By Francesco Alberti
The signing on March 22 of the Memorandum of Understanding (MoU) for Italy to join the Belt and Road Initiative (BRI) has been surrounded by controversy.
While Italy is not the first EU country to join the BRI, it is the first G7 country and the EU largest economy so far to do so raising concerns among its allies.
The most vocal critics are the Unites States that sees the BRI as a means for China to expand its economic, political and military influence in regions that previously were exclusive domain of the North-American power and the European Union that fears that such bilateral agreements may undermine the unity of the bloc.
Italian politicians have been assuring its allies that Italy is looking at the BRI as a way to gain greater access to the Chinese market and that it does not mean a shift in foreign policy and that it is strongly anchored to the EU-NATO axis.
Few days before the MoU was signed and ever since, Italian Prime Minister Giuseppe Conte stressed that the initiative is a way to improve bilateral economic relationship and help reduce the Italian trade deficit with China that run at €17.6 billion with trade between the two countries worth €44 billion in 2018.

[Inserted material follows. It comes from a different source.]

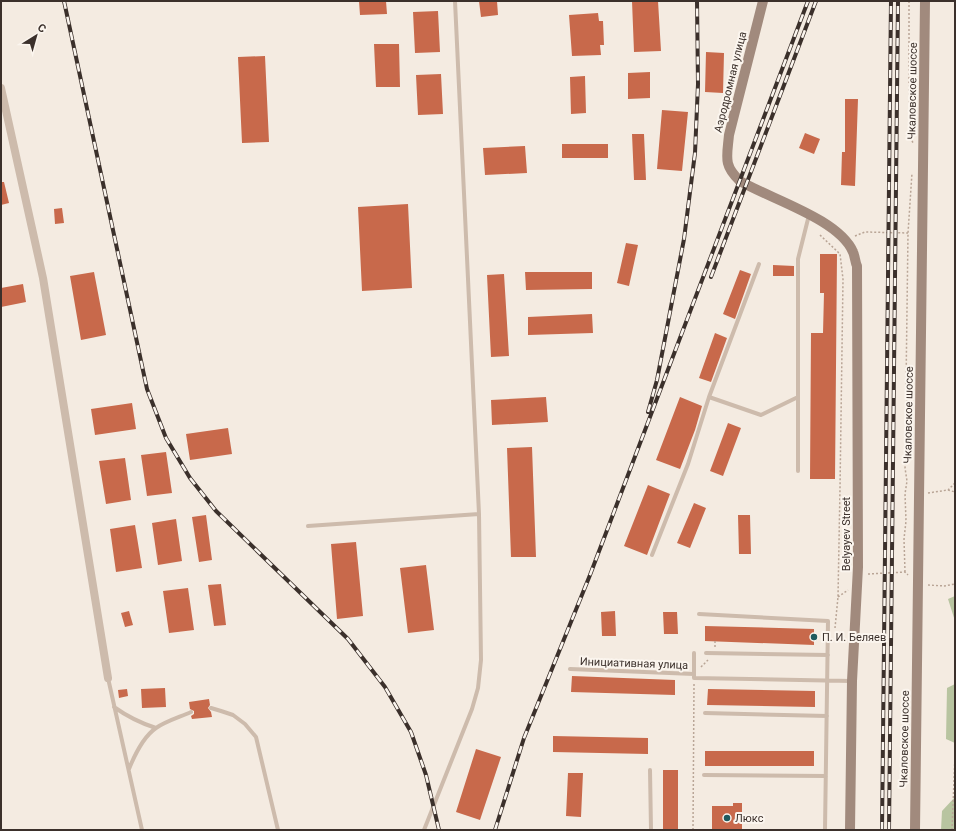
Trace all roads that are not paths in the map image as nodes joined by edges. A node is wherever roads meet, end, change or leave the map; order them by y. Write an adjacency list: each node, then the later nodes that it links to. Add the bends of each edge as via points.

Similar comments were made by Luigi Di Maio, deputy prime minister, minister for economic development and leader of the Five Star Movement, who said that the new Silk Road initiative will not turn into a political alliance and that NATO is Italy’s natural home.
However, the signing may be seen under a different light. Western powers have been wary of the rising economic prowess of China. In recent years, the country’s economic strength has been accompanied by an increasing assertiveness in the international geo-political arena.
China has also been criticized for not being too concerned when it comes to environmental protection, human rights respect, trade practices and for the opacity of many of the agreements related to BRI, especially in South Asia and Africa. China has always rebuffed such criticism.
Anyways, while some of the concerns of the West have a solid basis, others, such as the strong US opposition to the Asian Infrastructure Investment Bank (AIIB) have proven unfounded.
The issue, however, is not “if” China needs to be contained but “how.”
In my opinion, there are three ways to contain China.
One is to invite it to join multilateral international bodies such as the World Bank, the World Trade Organization, the Asia Development Bank, etc. so that it plays by the same rules as everybody else.
The second is to create a network of bilateral and multilateral trade agreements (such as the now-defunct Trans-Pacific Partnership) among the parties that interact with China. Even though the agreements would not be bounding for China, they would be for the counterparties and this would ensure adherence to stricter rules for all parties dealing with China. It would also make the signatories less dependent on trade with China and strengthen their ties to the US. This effort was wiped out by the short-sighted policies of the United States under President Donald J. Trump who refused to sign the TPP, whose adoption hinged on the US participation. Also, the US withdrawal from the Paris climate accord handed China the leadership in environmental protection on a silver plate, and the opportunity to steer policies in a way that would benefit China.
The third is to join China-sponsored projects, such as the BRI and the AIIB, and try to put in place a check-and-balance mechanism from within. Italy, as a G7 member, has involuntary found itself at the forefront of this effort having also joined the AIIB as a founding member when the multilateral lending institution was launched in June 2016.
As I said in a recent editorial I co-wrote for the Global Timesin occasion of President Xi state visit to Italy, BRI is not necessarily bad. It is a massive investment in infrastructures that with the due safeguards in place can give a sizable contribution to the world’s economic growth. The involvement of AIIB to finance projects is the key. AIIB’s governance and lending practices have been recognized to be compliant with international best practices that satisfy EU requirements, such as competitive tender, environmental-impact studies and sustainable infrastructure projects.
While I am not fully convinced that there was a well-thought containment strategy behind the MoU, but rather the fear of missing the BRI train, it does not mean Italy cannot seize the chance and take the lead in the effort to make China play on a level field with the rest of the world.
Italy should spearhead a coordinated effort by the EU as a bloc to sign a framework agreement with China. This would allow the EU to create a master-plan for all EU members to follow on specific BRI-related projects reducing the possibilities of bilateral deals that may weaken the unity of the EU.
The words of Prime Minister Conte at the Second Belt and Road Initiative Forum, held in Beijing April 25-27, seem to point in the right direction. He said that in order to maximize benefits for all countries involved, it is necessary for the BRI to exist in a framework of shared principles, rules and criteria that define the scope of action. Conte added that for Italy this framework is clearly stated in the Euro-Asian connectivity strategy, which remains the country’s reference policy paper for Asia.